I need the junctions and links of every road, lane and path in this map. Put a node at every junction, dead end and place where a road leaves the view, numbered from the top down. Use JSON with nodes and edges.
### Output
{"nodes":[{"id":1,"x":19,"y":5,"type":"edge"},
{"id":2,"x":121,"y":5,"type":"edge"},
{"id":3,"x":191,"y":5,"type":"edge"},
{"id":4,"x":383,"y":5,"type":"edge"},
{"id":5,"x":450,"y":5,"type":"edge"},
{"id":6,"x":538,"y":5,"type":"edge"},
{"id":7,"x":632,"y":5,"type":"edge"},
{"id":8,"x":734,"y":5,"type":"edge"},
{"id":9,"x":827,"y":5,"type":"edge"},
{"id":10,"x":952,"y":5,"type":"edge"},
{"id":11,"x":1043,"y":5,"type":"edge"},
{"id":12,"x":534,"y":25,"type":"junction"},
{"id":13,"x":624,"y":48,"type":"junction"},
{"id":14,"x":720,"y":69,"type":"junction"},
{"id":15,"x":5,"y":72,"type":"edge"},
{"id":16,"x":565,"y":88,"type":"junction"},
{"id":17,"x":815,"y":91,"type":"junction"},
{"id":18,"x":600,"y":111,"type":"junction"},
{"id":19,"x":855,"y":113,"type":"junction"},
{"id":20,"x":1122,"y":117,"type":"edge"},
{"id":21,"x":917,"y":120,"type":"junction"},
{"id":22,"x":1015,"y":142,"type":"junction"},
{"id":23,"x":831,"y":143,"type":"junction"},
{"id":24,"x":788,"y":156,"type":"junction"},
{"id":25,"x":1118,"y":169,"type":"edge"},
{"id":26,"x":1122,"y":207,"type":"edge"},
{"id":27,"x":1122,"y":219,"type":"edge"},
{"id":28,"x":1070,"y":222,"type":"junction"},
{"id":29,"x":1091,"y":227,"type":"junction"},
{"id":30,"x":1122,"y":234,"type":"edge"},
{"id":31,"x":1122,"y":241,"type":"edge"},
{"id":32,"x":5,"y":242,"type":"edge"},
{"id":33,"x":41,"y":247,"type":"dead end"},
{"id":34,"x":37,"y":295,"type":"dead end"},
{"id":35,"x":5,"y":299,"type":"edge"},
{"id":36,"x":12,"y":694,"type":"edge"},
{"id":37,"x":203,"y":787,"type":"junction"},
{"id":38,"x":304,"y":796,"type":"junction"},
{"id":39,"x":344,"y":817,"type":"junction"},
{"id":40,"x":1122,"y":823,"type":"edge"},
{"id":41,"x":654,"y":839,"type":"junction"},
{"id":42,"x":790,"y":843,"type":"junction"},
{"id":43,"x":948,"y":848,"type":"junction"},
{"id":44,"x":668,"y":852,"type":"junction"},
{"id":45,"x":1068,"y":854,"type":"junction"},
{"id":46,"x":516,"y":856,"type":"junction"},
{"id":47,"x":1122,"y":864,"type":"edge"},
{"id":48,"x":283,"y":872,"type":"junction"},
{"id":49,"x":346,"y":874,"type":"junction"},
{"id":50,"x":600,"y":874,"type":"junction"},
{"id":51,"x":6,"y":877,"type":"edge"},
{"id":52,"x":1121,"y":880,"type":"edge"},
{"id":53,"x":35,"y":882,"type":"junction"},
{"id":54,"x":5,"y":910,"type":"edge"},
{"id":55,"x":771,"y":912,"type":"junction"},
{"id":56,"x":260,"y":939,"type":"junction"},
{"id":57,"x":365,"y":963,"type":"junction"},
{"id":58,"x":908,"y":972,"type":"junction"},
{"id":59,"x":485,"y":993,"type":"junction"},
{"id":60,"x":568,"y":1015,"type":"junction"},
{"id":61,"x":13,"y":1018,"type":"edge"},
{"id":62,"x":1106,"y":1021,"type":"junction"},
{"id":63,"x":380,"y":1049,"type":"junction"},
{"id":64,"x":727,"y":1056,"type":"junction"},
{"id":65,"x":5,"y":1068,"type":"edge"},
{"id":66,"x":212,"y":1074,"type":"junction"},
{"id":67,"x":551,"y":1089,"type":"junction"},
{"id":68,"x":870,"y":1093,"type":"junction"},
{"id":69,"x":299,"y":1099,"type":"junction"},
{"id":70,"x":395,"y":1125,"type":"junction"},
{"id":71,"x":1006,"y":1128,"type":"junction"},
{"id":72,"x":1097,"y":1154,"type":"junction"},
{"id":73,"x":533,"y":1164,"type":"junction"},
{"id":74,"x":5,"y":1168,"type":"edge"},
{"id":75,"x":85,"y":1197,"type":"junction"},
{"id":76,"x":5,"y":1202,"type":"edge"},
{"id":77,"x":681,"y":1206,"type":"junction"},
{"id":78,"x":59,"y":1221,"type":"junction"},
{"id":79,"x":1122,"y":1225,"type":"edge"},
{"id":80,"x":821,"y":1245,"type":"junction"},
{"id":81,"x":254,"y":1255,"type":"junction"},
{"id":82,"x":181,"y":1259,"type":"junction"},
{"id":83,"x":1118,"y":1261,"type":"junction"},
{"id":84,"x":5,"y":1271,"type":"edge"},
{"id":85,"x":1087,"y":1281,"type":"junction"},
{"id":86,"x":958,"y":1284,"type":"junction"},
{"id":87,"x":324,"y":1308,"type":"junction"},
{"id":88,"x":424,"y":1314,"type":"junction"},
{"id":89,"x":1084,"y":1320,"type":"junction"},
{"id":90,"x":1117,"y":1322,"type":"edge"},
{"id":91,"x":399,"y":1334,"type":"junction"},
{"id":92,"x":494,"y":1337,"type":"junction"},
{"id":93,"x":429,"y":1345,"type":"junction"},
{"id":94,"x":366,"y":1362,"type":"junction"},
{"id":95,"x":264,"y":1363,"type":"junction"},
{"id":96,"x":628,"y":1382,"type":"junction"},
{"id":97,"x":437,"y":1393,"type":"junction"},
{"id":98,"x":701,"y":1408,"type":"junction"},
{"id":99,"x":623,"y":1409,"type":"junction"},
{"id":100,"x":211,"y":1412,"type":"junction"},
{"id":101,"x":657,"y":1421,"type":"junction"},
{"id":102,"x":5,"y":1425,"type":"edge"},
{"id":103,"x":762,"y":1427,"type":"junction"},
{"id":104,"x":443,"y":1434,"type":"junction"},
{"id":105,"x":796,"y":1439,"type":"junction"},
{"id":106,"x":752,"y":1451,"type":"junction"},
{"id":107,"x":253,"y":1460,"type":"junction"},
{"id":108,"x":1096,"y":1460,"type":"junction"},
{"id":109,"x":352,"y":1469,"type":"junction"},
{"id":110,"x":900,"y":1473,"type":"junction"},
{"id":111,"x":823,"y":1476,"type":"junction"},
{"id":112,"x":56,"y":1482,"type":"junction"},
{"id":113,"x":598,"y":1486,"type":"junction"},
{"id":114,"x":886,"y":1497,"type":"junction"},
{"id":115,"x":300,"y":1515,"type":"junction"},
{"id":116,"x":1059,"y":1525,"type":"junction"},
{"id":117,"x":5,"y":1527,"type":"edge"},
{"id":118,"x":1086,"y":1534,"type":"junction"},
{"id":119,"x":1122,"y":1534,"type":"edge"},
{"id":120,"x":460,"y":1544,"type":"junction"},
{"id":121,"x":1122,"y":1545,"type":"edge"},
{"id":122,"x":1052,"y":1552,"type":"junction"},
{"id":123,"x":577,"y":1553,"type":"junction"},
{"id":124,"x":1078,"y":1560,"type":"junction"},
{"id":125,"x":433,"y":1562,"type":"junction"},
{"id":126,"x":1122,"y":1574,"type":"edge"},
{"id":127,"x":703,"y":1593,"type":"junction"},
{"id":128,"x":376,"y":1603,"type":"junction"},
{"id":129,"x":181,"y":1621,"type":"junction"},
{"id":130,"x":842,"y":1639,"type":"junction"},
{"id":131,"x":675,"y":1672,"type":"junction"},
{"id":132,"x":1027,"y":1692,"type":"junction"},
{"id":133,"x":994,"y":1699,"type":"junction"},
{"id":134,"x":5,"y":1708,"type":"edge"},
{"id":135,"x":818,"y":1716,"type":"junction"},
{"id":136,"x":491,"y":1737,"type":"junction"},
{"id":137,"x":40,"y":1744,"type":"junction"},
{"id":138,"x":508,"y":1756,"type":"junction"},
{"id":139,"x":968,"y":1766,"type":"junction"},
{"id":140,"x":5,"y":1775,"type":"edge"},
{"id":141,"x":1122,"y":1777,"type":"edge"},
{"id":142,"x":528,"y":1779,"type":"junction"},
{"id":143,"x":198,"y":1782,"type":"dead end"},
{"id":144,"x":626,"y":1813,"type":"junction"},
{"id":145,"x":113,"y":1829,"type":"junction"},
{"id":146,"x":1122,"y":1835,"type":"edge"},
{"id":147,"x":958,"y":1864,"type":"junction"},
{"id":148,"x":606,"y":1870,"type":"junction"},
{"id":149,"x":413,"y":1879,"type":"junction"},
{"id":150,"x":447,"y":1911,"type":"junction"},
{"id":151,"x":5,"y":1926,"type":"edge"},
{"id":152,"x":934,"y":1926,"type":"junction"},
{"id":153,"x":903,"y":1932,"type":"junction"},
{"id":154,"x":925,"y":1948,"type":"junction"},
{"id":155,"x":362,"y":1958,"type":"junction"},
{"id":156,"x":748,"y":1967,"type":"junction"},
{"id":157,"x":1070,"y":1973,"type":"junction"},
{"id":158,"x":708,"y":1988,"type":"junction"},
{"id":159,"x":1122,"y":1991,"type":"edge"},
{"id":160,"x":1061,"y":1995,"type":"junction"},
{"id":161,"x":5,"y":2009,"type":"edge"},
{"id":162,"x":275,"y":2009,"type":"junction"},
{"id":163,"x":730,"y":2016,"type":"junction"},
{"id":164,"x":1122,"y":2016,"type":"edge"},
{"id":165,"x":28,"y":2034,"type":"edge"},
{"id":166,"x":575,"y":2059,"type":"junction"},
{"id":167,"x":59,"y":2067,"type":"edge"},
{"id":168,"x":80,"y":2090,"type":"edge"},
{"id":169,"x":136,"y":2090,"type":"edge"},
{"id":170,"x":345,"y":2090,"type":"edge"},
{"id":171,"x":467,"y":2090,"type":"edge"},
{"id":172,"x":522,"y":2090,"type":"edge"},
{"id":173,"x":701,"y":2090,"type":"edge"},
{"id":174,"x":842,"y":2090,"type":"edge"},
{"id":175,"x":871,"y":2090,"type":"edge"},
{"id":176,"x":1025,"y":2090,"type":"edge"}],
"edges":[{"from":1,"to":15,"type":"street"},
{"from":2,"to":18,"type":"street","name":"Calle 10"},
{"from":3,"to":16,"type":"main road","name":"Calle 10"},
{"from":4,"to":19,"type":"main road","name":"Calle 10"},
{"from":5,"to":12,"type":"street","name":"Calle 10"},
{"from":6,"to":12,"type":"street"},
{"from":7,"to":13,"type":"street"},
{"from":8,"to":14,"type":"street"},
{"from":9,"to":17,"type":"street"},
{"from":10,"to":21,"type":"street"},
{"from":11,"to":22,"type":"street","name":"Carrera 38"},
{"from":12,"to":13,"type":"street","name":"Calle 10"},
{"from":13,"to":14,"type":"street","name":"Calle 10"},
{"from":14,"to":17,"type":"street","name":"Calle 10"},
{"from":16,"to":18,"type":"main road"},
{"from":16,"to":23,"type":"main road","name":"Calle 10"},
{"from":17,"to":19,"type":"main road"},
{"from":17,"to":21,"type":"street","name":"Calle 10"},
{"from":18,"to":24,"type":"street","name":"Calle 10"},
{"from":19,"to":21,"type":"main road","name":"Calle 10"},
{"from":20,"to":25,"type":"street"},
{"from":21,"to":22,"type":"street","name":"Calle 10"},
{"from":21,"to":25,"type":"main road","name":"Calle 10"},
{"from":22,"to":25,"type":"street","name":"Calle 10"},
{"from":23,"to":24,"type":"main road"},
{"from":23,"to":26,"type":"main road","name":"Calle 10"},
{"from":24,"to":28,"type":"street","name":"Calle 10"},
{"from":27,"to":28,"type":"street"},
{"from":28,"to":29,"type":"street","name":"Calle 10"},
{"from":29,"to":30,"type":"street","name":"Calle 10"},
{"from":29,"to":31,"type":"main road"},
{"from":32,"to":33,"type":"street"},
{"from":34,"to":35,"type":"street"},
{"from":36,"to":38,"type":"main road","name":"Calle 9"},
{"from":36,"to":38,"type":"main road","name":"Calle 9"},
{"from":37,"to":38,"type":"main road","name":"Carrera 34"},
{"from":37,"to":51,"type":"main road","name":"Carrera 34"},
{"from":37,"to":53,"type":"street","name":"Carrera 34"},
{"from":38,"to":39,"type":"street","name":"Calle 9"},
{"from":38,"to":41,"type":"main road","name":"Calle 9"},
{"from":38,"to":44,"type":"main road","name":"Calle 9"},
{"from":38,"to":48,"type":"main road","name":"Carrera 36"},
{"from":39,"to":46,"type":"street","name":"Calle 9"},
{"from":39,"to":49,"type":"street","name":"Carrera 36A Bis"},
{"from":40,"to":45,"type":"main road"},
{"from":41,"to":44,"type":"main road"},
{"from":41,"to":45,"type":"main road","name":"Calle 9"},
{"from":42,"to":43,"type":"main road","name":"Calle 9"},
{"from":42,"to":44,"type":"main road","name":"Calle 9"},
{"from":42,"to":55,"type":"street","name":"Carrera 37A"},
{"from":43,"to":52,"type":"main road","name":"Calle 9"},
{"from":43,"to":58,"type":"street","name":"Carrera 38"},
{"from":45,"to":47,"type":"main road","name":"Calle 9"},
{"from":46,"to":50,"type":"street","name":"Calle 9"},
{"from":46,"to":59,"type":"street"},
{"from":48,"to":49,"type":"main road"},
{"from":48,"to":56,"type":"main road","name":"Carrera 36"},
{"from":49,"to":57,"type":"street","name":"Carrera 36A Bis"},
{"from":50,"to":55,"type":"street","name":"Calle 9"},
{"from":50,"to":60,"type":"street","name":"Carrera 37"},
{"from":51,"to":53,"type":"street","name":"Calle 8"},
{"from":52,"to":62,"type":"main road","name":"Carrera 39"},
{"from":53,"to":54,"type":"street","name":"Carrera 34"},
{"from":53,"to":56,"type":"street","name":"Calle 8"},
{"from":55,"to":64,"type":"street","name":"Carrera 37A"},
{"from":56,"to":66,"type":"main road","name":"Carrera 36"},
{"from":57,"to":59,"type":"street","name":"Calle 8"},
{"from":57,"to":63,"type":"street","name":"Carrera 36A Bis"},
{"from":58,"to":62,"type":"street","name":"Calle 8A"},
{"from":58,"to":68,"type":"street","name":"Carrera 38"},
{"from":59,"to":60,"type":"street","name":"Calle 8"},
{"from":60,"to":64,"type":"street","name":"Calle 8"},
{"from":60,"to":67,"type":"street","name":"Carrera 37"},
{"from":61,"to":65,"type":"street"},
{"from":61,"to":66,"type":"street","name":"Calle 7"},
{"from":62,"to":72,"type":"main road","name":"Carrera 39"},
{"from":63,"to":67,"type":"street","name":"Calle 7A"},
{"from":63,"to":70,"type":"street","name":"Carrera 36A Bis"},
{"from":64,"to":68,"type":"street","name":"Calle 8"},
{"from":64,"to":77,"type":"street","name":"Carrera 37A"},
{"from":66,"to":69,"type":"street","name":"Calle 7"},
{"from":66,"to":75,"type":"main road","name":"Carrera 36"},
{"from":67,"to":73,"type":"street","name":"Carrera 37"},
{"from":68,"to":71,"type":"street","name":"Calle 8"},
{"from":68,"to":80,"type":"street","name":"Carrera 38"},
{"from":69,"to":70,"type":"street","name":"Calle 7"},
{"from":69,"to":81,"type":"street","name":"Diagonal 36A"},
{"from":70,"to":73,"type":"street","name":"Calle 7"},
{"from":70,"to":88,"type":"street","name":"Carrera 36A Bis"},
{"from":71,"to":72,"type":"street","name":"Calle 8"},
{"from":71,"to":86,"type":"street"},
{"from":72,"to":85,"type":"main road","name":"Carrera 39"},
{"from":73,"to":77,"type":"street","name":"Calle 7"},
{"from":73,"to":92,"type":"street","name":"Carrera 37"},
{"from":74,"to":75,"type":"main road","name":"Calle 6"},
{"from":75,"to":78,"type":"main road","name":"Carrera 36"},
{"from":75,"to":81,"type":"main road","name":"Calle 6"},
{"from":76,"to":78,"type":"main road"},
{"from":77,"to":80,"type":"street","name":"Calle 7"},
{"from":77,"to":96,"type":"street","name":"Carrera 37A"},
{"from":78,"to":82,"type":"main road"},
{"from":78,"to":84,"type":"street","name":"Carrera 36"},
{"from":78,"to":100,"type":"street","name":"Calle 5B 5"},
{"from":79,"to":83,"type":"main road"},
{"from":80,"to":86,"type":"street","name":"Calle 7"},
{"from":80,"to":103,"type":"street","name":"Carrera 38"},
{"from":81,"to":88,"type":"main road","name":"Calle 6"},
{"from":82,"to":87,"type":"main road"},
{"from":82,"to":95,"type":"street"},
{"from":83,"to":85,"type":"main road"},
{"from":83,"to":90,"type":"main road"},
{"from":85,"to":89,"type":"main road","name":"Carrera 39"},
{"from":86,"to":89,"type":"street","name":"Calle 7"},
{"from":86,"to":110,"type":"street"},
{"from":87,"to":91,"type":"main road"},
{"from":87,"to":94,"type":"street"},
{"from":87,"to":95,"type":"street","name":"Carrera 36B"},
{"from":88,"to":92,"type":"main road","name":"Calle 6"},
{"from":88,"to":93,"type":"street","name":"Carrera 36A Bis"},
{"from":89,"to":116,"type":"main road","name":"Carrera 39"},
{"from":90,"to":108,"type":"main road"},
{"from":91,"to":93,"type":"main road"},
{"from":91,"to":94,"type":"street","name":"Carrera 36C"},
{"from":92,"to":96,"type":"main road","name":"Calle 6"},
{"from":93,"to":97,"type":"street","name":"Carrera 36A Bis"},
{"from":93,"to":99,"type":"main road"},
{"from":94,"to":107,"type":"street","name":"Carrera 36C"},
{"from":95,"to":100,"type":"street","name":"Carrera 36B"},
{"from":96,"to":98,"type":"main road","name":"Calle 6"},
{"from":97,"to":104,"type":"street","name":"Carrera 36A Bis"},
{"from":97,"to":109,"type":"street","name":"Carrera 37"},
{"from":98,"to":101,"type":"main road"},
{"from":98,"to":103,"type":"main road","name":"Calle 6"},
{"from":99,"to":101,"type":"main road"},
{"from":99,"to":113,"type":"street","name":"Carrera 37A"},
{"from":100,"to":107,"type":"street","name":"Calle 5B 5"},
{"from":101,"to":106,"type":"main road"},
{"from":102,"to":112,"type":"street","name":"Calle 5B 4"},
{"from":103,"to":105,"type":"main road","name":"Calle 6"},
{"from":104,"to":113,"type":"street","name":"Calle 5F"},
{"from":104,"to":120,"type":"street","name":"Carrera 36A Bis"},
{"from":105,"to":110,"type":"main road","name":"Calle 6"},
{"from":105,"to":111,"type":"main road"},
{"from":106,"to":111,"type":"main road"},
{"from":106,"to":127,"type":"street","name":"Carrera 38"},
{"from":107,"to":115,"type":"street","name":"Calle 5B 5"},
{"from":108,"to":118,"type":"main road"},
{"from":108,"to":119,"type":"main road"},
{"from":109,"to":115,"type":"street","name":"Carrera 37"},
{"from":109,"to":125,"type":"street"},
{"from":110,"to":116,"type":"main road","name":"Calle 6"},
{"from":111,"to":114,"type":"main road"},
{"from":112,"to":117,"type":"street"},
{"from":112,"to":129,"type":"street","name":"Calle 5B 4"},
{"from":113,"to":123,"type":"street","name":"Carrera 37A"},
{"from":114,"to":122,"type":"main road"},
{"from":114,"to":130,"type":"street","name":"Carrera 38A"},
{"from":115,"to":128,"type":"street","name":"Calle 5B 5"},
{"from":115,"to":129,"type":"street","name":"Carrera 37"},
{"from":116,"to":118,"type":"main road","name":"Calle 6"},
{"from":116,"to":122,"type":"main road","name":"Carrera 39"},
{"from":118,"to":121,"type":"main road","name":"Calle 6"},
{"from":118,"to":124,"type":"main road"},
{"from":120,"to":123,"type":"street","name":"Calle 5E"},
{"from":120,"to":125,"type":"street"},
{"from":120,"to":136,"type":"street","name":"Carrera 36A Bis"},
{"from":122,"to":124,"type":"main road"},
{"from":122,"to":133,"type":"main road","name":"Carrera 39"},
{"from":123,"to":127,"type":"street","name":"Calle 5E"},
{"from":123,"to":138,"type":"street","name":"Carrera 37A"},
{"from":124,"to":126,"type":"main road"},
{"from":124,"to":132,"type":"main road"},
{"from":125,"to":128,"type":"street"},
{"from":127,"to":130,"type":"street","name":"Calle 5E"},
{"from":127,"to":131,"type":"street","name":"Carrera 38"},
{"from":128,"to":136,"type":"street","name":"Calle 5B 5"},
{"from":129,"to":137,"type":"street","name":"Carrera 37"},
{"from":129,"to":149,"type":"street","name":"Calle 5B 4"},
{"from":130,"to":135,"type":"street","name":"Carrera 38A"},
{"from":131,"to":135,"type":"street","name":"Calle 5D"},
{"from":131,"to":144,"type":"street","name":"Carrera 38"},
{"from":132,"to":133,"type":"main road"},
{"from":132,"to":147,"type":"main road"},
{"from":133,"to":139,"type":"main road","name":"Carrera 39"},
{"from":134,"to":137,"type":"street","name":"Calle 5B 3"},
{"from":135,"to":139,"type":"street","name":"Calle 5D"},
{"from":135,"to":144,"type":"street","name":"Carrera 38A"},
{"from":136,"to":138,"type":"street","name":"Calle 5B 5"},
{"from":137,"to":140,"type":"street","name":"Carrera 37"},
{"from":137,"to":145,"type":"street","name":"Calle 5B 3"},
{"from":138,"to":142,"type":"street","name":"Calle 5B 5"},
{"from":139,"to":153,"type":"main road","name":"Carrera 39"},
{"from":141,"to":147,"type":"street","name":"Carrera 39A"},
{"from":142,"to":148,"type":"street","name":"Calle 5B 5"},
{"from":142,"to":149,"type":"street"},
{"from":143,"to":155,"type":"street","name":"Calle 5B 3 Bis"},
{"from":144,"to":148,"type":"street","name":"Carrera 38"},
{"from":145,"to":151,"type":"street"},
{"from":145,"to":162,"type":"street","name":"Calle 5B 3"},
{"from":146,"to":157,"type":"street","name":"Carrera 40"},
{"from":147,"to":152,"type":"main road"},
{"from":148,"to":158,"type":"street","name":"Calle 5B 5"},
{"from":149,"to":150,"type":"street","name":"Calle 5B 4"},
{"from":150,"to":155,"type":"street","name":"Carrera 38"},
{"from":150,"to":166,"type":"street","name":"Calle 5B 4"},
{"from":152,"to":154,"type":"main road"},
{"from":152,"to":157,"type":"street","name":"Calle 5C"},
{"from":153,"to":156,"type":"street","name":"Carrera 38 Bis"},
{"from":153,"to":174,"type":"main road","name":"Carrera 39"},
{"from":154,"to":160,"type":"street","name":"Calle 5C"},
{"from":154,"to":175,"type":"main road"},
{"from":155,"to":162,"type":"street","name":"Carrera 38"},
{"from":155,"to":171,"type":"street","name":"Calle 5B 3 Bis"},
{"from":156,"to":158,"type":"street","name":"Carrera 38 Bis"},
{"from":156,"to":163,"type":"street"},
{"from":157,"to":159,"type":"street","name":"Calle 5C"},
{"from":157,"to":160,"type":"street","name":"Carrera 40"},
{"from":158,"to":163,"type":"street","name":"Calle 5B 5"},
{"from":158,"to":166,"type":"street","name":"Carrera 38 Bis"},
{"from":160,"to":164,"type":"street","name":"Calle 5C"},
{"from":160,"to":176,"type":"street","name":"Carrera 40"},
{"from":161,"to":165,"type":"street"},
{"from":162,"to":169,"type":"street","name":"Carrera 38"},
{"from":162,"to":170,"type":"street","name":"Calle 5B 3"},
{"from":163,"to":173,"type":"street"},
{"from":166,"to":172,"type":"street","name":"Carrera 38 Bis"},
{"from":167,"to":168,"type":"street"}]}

Your assignment | If a line above holds the string "nodes", return it as it stands.

Solution |
I need the junctions and links of every road, lane and path in this map. Put a node at every junction, dead end and place where a road leaves the view, numbered from the top down. Use JSON with nodes and edges.
{"nodes":[{"id":1,"x":19,"y":5,"type":"edge"},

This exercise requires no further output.